AbstractThis report describes the synthesis of a new N‐(4‐(benzo[d]thiazole‐2‐yl)phenyl)‐1‐(pyridine‐2‐yl)methanimine ligand (L1) by the reaction of 2‐(4‐aminophenyl)benzothiazole with pyridine‐2‐carboxaldehyde. The three new ruthenium(II) arene complexes were synthesized by the reaction of L1 with [RuCl2(p‐cymene)]2 (C1), [RuCl2(benzene)]2 (C2), and [RuCl2(hmb)]2 [hmb=hexamethylbenzene] (C3). The new ligand and complexes were characterized with the help of standard analytical techniques like 1H and 13C{1H} Nuclear Magnetic Resonance (NMR), Fourier Transform Infrared (FTIR), Ultraviolet‐visible (UV‐Visible), High‐Resolution Mass Spectrometry (HRMS), cyclic voltammetry, and elemental analysis techniques.

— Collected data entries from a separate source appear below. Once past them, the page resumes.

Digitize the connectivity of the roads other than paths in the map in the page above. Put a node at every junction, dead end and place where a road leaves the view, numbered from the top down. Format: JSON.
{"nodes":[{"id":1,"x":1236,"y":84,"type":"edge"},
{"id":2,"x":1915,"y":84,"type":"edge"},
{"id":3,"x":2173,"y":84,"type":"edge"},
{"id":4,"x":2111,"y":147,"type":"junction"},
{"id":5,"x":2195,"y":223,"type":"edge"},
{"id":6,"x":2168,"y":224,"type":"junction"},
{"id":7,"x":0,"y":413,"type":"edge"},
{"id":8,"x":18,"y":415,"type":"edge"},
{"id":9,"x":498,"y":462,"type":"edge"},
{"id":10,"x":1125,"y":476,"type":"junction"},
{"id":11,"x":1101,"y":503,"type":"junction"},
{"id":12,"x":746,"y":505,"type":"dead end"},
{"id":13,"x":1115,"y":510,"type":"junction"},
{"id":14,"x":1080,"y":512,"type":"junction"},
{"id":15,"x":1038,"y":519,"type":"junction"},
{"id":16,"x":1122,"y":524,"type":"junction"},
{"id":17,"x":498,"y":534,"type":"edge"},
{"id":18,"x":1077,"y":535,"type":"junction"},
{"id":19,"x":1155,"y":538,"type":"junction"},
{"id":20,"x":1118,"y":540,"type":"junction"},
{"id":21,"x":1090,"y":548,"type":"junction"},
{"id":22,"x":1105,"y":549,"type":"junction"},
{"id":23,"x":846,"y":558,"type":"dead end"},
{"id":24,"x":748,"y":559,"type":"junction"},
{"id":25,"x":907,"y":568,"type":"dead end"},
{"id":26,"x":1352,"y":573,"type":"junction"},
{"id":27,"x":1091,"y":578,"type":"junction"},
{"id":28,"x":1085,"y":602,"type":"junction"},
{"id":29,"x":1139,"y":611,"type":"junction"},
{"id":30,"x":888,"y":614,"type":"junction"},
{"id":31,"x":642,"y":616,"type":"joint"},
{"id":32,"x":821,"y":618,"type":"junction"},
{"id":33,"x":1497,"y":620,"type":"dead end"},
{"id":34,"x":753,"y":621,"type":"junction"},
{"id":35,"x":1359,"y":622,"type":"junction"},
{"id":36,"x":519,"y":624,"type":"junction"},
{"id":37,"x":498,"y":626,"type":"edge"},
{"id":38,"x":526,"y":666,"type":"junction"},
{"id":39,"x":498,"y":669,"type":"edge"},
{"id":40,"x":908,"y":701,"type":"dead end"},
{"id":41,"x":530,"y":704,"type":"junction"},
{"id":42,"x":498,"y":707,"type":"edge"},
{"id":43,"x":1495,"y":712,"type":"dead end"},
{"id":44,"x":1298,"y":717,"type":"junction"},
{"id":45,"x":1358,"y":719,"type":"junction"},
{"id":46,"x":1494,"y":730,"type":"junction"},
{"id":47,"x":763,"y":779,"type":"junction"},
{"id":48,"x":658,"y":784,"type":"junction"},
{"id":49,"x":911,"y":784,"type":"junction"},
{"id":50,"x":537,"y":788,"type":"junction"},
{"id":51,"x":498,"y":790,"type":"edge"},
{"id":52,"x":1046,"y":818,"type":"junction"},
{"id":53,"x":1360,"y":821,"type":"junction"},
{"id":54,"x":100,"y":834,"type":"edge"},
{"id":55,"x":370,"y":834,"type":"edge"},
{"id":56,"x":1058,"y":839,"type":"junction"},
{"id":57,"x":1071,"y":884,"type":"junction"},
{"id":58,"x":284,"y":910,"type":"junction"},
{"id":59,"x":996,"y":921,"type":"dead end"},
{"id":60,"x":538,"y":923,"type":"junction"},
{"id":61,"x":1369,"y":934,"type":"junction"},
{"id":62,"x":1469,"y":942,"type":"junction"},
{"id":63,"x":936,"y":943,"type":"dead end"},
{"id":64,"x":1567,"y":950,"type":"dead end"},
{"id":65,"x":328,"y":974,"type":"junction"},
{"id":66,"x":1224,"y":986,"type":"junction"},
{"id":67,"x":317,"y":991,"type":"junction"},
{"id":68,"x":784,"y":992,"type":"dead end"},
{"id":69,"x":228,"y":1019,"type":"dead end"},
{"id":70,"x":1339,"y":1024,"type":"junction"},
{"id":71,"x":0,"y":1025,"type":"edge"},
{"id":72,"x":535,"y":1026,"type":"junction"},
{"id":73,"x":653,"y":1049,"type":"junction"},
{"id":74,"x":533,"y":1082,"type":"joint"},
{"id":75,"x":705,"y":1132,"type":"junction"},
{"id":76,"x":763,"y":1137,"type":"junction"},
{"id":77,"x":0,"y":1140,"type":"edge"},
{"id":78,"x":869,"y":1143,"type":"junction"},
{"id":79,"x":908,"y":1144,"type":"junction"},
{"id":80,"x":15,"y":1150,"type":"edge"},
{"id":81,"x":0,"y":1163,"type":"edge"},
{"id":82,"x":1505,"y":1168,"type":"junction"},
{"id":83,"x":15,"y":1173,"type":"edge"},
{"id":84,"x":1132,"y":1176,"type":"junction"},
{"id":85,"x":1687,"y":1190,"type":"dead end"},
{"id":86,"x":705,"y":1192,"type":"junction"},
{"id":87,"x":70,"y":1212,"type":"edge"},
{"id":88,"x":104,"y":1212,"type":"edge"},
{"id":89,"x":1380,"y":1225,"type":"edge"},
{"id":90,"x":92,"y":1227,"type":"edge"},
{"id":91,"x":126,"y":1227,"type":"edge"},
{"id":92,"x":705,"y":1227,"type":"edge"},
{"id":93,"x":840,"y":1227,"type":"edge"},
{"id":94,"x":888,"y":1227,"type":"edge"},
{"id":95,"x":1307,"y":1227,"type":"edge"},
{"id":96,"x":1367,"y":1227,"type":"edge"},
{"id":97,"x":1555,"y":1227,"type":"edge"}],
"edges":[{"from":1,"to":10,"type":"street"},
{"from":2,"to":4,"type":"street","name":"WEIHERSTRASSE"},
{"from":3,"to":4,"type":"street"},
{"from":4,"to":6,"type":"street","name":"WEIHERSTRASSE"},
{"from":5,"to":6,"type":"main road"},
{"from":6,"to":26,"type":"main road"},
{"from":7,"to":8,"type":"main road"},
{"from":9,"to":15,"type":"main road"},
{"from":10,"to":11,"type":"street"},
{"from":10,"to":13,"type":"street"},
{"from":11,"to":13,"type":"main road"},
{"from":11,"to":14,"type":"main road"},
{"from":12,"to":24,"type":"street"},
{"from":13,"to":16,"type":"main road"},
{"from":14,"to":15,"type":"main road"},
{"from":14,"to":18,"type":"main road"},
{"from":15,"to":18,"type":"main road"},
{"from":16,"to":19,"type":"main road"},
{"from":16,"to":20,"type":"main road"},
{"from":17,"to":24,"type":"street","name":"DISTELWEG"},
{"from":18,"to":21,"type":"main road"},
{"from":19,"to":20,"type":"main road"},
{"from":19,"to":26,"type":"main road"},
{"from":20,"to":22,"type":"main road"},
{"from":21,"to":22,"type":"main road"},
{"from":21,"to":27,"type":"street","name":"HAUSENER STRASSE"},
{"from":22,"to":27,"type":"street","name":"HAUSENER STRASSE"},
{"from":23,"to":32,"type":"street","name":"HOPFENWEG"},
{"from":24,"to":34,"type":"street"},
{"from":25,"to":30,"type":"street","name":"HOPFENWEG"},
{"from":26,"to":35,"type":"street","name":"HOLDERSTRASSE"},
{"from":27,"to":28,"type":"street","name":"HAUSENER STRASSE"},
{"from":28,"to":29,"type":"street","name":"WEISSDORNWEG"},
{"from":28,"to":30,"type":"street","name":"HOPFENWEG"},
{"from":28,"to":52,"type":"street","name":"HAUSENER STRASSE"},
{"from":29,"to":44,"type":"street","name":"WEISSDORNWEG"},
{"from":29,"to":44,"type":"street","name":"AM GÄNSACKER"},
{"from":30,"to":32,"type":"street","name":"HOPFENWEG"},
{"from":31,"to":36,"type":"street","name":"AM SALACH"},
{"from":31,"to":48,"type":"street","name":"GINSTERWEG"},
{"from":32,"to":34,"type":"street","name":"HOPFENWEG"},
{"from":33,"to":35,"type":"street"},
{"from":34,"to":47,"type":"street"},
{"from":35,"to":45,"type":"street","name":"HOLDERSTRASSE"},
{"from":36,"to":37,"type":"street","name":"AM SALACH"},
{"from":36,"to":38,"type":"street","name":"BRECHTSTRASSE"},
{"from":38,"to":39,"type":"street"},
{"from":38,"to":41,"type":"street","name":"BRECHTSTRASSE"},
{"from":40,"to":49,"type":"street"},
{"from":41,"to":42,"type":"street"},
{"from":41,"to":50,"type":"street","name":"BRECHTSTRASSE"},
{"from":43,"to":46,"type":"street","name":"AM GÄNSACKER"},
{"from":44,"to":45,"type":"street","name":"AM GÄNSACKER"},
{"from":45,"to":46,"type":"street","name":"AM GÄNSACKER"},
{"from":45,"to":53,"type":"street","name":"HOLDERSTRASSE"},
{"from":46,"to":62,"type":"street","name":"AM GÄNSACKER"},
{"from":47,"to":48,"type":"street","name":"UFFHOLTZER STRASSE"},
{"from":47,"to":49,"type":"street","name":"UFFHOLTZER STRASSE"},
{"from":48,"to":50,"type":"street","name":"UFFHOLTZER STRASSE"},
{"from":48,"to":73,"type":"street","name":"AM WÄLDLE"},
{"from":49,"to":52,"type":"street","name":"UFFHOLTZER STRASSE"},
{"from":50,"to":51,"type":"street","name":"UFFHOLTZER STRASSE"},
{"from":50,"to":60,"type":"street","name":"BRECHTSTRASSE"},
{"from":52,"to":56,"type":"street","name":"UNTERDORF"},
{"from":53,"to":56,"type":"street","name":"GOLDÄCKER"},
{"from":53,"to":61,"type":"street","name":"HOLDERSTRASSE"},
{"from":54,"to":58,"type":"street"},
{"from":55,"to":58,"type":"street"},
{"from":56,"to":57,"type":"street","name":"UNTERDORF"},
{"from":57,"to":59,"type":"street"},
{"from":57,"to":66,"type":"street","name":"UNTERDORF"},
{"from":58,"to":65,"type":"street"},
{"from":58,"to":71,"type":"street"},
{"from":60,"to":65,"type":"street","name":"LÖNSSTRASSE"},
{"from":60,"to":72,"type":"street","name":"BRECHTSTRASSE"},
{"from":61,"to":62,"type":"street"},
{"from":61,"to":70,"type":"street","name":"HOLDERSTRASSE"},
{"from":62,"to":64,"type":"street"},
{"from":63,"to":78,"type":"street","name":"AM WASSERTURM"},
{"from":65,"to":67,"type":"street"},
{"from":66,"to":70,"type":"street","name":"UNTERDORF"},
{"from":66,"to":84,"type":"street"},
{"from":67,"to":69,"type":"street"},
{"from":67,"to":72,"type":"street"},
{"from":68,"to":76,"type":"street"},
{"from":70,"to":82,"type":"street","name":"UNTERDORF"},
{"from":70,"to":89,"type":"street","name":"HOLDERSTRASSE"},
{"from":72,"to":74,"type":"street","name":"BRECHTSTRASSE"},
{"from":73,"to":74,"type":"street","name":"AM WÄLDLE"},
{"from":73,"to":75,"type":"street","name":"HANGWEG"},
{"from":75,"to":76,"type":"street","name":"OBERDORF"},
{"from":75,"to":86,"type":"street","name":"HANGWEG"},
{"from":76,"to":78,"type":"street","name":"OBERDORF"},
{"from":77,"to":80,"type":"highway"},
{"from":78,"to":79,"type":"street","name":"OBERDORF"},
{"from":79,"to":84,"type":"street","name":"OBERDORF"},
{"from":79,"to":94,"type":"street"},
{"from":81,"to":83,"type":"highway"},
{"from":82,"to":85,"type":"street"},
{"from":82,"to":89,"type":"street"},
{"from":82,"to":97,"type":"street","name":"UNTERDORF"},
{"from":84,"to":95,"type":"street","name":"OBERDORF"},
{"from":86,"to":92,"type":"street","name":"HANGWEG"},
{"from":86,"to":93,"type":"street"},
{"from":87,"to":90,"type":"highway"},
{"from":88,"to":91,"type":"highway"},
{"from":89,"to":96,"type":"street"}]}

The structure of ruthenium complex (C1) and its bonding mode with the ligand were authenticated with the help of single crystal X‐ray diffraction. The complex showed a pseudo‐octahedral half‐sandwich “piano‐stool” type geometry around the Ru center. The ruthenium arene complexes (C1–C3) were used to catalyze the N‐alkylation of aniline derivatives using aliphatic alcohols (EtOH, PrOH, MeOH). Among all three catalysts, C1 showed the highest yield of alkylated derivatives (up to 95%) with 1.0 mol% catalyst loading. The order of alkylation toward alcohol derivatives was EtOH = PrOH > MeOH. The alkylation reaction with ruthenium arene precursors showed poor yields (30–33%), demonstrating ligand design‘s potential in catalysis reactions. The proton NMR of the reaction mixture after 2 h shows the formation of Ru−H intermediate, which gave the desired alkylated products. Overall, these complexes are promising catalyst candidates for organic transformation.